The eye-ringed flatbill is 15 to 17 cm long and weighs 21 to 23 g. The sexes have almost the same plumage. Adults have a bold white eye-ring, a faint dark smudge below the eye, grayish lores and cheeks, and a dusky patch behind grayish ear coverts. The rest of their head and their entire upperparts are olive-green. Their wings and tail are dusky with paler yellow-olive edges on the feathers. Males have stiff comb-like barbs on the outer primaries; females lack them. In both sexes the throat and upper breast are dull to dusky olive-green that becomes paler and has pale grayish yellowish streaks on the lower breast and sides. Their belly is pale yellow. Subspecies R. b. pallidus is slightly paler than the nominate but otherwise the same. R. b. hellmayri is overall darker than the nominate and has a darker yellow belly. Both sexes of all subspecies have a dark iris, a large wide and flat bill with a black maxilla and pale horn mandible, and gray legs and feet.

==Distribution and habitat==

The eye-ringed flatbill has a disjunct distribution. The nominate subspecies is by far the most widespread of the three. It is found from southern Veracruz, eastern Oaxaca, and the Yucatán Peninsula in southern Mexico south on the Pacific slope through western Guatemala into El Salvador. In the east it is found south from Mexico through Belize, central and eastern Guatemala (except for a gap in the middle), eastern Nicaragua, and eastern Costa Rica into Panama to Veraguas Province. It also occurs on the Pacific slope from west-central Costa Rica south and across northern Panama to merge with the eastern Panama part of its range. Subspecies R. b. pallidus is found on the Pacific slope of Mexico in western Oaxaca and probably further north in adjoining Guerrero. R. b. hellmayri is found from Darién Province in eastern Panama slightly into Chocó Department in extreme northwestern Colombia.
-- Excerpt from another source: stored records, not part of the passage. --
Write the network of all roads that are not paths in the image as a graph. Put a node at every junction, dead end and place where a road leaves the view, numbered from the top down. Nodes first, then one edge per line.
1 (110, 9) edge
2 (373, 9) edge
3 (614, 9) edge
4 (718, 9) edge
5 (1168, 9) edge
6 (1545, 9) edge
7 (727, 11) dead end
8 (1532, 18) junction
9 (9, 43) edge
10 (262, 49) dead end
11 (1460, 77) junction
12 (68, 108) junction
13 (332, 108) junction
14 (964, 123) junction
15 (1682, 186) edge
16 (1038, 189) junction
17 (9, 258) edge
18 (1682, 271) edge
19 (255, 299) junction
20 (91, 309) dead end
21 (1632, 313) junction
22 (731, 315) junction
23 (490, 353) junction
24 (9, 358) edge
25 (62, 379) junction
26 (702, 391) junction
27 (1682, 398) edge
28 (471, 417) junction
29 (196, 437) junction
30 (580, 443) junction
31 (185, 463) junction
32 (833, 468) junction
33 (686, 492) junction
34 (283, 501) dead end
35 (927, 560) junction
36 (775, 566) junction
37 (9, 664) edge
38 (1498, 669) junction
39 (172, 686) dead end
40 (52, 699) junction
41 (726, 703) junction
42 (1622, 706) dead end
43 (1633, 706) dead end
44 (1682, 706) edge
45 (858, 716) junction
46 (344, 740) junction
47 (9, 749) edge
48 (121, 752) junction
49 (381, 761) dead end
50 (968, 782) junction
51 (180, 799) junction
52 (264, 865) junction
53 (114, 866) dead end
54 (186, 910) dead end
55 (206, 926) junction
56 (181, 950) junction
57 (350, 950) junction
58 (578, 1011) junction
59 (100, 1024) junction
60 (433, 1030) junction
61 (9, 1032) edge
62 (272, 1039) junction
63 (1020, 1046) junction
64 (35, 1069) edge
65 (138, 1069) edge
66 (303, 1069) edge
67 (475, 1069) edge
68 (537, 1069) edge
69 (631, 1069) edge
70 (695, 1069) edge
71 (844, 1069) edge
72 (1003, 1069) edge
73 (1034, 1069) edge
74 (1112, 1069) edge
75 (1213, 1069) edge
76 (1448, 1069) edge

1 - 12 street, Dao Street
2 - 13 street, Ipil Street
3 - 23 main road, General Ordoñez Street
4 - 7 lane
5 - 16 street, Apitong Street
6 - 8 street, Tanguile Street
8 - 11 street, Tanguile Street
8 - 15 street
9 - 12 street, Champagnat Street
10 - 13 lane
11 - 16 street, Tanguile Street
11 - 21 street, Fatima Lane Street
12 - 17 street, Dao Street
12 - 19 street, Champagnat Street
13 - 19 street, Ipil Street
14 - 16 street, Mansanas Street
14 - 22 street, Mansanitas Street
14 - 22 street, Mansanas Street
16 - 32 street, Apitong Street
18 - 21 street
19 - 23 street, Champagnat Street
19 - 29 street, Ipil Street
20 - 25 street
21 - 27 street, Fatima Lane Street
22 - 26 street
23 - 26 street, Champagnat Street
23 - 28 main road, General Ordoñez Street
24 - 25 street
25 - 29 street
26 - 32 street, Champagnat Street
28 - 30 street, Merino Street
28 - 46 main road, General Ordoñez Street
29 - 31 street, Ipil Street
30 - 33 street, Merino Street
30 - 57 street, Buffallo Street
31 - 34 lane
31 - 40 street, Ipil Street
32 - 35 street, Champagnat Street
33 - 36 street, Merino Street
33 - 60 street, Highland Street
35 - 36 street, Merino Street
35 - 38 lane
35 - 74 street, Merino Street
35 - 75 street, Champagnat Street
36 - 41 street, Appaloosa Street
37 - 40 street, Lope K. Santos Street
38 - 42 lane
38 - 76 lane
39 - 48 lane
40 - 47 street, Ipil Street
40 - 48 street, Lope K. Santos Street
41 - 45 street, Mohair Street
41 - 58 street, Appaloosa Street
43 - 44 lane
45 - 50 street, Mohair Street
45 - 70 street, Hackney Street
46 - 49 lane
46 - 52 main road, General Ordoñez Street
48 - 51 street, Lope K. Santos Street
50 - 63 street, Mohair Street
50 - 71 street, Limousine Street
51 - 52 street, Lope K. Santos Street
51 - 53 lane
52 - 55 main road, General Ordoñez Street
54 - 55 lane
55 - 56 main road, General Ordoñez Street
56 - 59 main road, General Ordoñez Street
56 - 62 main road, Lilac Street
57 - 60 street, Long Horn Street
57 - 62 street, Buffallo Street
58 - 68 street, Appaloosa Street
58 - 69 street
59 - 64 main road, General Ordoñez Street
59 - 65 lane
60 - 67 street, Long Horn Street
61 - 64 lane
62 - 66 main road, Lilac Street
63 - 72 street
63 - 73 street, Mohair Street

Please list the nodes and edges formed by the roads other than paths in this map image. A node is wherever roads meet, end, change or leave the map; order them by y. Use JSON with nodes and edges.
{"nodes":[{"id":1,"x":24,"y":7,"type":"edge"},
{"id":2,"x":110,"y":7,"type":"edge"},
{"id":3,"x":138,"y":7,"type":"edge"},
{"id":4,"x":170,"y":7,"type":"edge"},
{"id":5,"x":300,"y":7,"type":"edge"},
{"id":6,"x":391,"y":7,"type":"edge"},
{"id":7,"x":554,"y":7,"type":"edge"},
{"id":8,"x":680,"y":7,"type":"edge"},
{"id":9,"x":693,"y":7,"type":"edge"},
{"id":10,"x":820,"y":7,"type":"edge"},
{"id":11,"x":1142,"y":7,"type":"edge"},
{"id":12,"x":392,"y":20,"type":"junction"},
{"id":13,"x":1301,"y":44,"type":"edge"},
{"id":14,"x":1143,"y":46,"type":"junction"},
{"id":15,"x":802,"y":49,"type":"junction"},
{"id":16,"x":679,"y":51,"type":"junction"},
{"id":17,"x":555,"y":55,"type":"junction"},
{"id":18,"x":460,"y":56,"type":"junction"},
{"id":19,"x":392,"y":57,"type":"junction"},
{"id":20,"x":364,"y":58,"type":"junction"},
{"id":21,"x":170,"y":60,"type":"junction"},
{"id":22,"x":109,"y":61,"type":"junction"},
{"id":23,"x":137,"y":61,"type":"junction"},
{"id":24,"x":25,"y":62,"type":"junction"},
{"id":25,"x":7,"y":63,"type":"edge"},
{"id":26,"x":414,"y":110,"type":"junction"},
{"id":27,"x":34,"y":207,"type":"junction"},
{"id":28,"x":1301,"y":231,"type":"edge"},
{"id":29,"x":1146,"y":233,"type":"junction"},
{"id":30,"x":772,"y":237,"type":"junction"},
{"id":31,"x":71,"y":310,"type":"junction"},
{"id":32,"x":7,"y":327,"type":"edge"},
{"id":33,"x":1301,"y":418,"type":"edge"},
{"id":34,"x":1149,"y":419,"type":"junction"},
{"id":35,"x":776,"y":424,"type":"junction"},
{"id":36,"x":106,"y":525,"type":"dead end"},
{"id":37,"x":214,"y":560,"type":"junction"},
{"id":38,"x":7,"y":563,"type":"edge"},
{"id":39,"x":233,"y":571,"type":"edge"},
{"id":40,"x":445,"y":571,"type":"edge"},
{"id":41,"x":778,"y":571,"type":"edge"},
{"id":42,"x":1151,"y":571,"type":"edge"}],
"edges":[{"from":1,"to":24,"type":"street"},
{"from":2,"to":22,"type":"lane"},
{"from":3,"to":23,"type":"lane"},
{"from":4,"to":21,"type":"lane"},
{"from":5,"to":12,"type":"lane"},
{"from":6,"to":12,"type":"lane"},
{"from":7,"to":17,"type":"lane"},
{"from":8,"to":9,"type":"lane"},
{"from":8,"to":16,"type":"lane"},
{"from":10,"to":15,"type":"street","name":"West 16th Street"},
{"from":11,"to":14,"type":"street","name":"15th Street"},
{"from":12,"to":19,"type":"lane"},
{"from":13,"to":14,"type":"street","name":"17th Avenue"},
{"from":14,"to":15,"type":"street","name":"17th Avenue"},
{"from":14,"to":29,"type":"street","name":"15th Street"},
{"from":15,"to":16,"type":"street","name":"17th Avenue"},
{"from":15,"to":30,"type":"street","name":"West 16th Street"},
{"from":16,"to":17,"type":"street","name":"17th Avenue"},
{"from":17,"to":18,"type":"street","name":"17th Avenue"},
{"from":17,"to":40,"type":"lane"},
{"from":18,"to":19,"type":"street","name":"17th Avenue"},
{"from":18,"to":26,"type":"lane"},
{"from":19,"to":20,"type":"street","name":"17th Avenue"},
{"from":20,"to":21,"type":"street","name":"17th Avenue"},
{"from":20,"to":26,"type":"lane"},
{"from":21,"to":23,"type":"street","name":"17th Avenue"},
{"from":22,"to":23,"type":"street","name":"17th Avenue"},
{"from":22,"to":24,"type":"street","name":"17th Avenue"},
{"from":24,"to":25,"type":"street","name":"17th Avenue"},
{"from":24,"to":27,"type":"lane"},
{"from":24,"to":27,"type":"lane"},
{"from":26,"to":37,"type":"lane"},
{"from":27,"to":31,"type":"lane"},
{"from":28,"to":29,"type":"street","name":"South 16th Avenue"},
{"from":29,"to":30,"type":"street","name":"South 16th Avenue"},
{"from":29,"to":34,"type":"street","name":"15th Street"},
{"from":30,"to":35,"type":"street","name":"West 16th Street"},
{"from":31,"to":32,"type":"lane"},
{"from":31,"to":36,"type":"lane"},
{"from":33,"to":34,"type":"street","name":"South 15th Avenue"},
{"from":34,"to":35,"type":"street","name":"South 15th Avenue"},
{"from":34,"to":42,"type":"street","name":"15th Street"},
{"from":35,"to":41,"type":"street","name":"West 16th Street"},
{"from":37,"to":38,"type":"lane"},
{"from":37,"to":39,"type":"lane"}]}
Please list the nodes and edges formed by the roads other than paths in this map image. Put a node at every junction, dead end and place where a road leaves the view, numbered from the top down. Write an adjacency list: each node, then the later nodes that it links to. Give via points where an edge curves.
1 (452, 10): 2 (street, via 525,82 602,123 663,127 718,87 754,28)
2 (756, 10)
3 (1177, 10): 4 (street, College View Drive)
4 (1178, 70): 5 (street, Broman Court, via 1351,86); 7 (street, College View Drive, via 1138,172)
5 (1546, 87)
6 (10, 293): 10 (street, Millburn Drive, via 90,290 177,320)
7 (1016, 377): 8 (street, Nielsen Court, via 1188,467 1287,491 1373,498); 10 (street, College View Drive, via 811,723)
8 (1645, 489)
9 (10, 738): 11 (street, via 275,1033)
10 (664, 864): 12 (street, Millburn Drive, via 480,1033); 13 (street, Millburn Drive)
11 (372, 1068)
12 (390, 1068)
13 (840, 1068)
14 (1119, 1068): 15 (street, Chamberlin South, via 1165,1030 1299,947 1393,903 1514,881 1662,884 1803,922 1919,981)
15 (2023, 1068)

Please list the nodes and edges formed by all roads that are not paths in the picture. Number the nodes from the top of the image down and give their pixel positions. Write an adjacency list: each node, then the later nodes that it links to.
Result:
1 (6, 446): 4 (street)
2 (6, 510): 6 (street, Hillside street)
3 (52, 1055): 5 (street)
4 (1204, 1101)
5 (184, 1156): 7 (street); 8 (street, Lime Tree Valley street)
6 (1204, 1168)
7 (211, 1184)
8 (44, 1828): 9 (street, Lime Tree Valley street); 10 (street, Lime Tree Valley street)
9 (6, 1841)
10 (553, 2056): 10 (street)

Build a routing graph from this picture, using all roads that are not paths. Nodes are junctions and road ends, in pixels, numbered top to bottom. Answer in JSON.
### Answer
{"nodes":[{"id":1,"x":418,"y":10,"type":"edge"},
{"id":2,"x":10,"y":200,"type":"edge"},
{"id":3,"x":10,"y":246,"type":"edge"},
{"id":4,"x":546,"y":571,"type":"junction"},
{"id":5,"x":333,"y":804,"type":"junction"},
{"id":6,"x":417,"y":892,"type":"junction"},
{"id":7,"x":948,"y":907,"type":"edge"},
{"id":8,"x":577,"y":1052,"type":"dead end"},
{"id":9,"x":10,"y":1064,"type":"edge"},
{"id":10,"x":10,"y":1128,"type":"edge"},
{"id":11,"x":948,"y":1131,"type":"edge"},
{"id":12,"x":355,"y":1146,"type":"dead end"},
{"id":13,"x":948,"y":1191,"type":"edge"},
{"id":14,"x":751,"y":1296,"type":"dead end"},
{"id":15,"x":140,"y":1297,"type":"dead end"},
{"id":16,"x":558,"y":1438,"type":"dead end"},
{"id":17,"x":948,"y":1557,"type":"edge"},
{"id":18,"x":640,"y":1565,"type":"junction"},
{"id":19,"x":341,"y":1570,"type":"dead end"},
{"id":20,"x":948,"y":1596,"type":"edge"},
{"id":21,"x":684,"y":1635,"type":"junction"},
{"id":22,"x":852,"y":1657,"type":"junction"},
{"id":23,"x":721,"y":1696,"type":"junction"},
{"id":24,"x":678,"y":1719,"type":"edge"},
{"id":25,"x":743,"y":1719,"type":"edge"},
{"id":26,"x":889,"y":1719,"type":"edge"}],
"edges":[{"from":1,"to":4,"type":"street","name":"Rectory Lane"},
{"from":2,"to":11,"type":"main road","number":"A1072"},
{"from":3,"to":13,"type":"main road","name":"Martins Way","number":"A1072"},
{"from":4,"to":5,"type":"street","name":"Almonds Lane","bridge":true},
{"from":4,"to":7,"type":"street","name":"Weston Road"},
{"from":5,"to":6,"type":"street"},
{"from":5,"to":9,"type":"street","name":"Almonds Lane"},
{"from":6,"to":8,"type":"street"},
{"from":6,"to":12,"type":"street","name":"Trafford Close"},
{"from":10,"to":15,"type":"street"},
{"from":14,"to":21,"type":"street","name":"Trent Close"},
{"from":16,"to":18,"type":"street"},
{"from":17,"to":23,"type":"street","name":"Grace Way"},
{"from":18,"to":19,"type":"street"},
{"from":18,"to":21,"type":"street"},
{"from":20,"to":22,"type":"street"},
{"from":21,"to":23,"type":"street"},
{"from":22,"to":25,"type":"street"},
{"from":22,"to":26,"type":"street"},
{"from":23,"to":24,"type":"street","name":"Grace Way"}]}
The eye-ringed flatbill inhabits the interior and edges of humid evergreen and semi-deciduous forest, cloudforest, and nearby secondary forest. It mostly occurs from the upper edge of the forest understory to its mid-level, and especially favors shady ravines. In Mexico and most of Central America it ranges from sea level to 2100 m, in Panama between 600 and 1500 m, and in Colombia between 600 and 1700 m.

==Behavior==
===Movement===

The eye-ringed flatbill is mostly a year-round resident. In Mexico it descends to lower elevations during the December to March non-breeding season.

===Feeding===

The eye-ringed flatbill feeds primarily on a variety of arthropods and also includes berries and seeds in its diet. It typically forages singly but often joins mixed-species feeding flocks and in Costa Rica is known to attend army ant swarms. It tends to be sluggish, peering around from a perch in the upper understory. It captures prey with upward sallies to snatch or hover-glean it from leaves and twigs. It only rarely takes prey in mid-air. It typically lands on a different perch after a sally.

===Breeding===

The eye-ringed flatbill breeds between March and June in Mexico and Costa Rica; its season elsewhere is not known. Its nest is a large pear-shaped mass with downward sloping tunnel entrance that slopes up to near the bottom of the nest. It is made from rootlets, plant fibers, and dead leaves. It is suspended from the tip of a twig or a vine, typically over an open space or a small watercourse, and can be anywhere between 1.5 and 12 m above the ground. Adults roost in the nest year-round. The clutch size it two eggs. The incubation period, time to fledging, and details of parental care are not known.

===Vocalization===

The eye-ringed flatbill is "secretive and hard to locate" except by voice. Its vocalizations include "a thin, buzzy, insect-like zweeeeeeee-zweeeee (each part slightly rising) or zeeeee-zeeeee-zeeeee-zweeeeee!, just a single zeeeeee [and] a high-pitched whistle, sweeeeet!".

==Status==

The IUCN has assessed the eye-ringed Flatbill as being of Least Concern. It has a very large range; its estimated population of at least 50,000 mature individuals is believed to be decreasing. No immediate threats have been identified. It is considered uncommon in northern Central America, "fairly uncommon" in Costa Rica, and "local and uncommon" in Colombia. It occurs in some protected areas but is "[p]robably locally extinct wherever deforestation has been intense, e.g. in lowlands in Panama".